Ora, no Irão, o risco é semelhante, mas mais profundo. Porque o regime, ao contrário dos seus vizinhos árabes, não sobrevive apenas por repressão. Sobrevive por convicção, por doutrina e por uma engenharia de medo e sacralização do poder que se entranhou na estrutura do Estado. Teerão não é Trípoli. E, por isso, a queda dos aiatolas não seria apenas uma crise nacional: seria um sismo geopolítico, religioso e civilizacional. Uma revolta popular no Irão — que já começou em ciclos intermitentes desde 2009 — pode incendiar o xiismo político global, fragmentar a sociedade iraniana ou gerar um novo tipo de conflito entre seculares e religiosos, ricos urbanos e pobres rurais, persas e minorias étnicas.

E não nos iludamos: ninguém está preparado para o “depois”. Nem os iranianos no exílio, profundamente divididos, nem os grupos étnicos separatistas no interior, nem as grandes potências. Washington teme repetir o erro de 2003, quando derrubou Saddam Hussein sem um plano para o Iraque. A justificação eram, então, armas de destruição maciça que nunca apareceram. A consequência foi um vácuo que deu origem ao Daesh, à guerra civil e ao enfraquecimento duradouro do Estado iraquiano. Hoje, as elites americanas estão mais cínicas, mas não necessariamente mais sábias.

A intervenção americana num conflito regional como este, sob o pretexto de contenção nuclear ou defesa de Israel, pode funcionar como catalisador de uma revolta interna, sobretudo se o regime responder com ainda mais repressão e escassez. E, no entanto, não há qualquer garantia de que uma queda rápida dos aiatolas traga liberdade, pluralismo ou estabilidade. Pode trazer o seu contrário: guerra civil, partição, ou mesmo a ascensão de um novo tipo de tirania.

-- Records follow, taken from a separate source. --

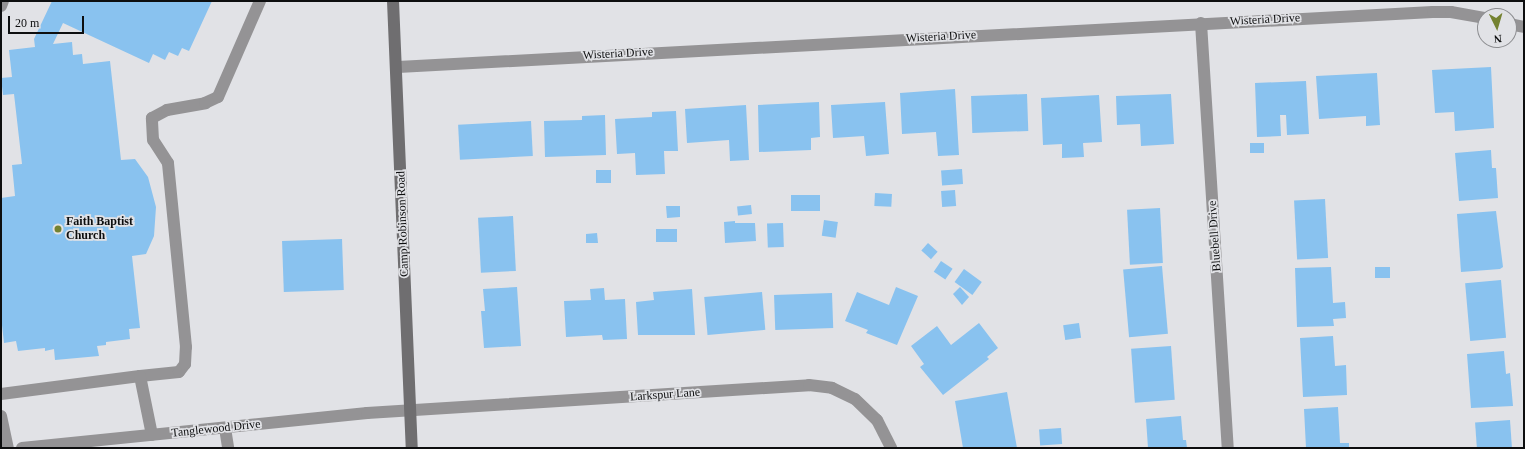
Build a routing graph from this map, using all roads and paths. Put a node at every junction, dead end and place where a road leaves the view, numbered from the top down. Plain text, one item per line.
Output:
1 (3, 1) edge
2 (260, 1) edge
3 (393, 1) edge
4 (1, 6) edge
5 (1477, 17) edge
6 (1201, 23) junction
7 (398, 67) junction
8 (140, 376) junction
9 (1, 394) edge
10 (410, 411) junction
11 (1, 416) edge
12 (225, 428) junction
13 (152, 435) junction
14 (60, 446) edge
15 (8, 448) edge
16 (22, 448) edge
17 (228, 448) edge
18 (412, 448) edge
19 (891, 448) edge
20 (1228, 448) edge

1 - 4 street
2 - 8 street
3 - 7 main road, Camp Robinson Road
5 - 6 street, Wisteria Drive
6 - 7 street, Wisteria Drive
6 - 20 street, Bluebell Drive
7 - 10 main road, Camp Robinson Road
8 - 9 street
8 - 13 street
10 - 12 street, Tanglewood Drive
10 - 18 main road, Camp Robinson Road
10 - 19 street, Larkspur Lane
11 - 15 street
12 - 13 street, Tanglewood Drive
12 - 17 street
13 - 14 street, Tanglewood Drive
14 - 16 street, Tanglewood Drive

Tal como em 2011, tudo começará com imagens de mulheres a tirar o véu, estudantes a marchar nas ruas, slogans nas redes sociais. Mas a política não se faz de símbolos, faz-se de estruturas. E o Irão, por mais que ferva, ainda não tem substituto para o regime que o domina.

A comunidade internacional enfrenta, assim, um dilema trágico. Manter o regime atual é aceitar o terrorismo por procuração, o programa nuclear clandestino e a repressão brutal da sociedade civil. Mas destruí-lo sem saber o que virá a seguir pode libertar forças ainda mais incontroláveis. A diplomacia europeia — ausente, cautelosa, ou apenas cúmplice — tem-se limitado a gerir o conflito, nunca a resolvê-lo. E a verdade, brutal e simples, é esta: talvez não haja solução boa para o problema iraniano. Apenas várias más, e uma delas será inevitavelmente escolhida.

Como disse um académico persa em exílio, “O Irão não precisa de uma Primavera. Precisa de uma Constituição”. Mas as Constituições não caem do céu. Precisam de tempo, instituições e consensos que ainda não existem. O perigo de repetir o erro de 2003 não está na intenção de mudar. Está na arrogância de achar que basta derrubar um regime para que nasça uma nação.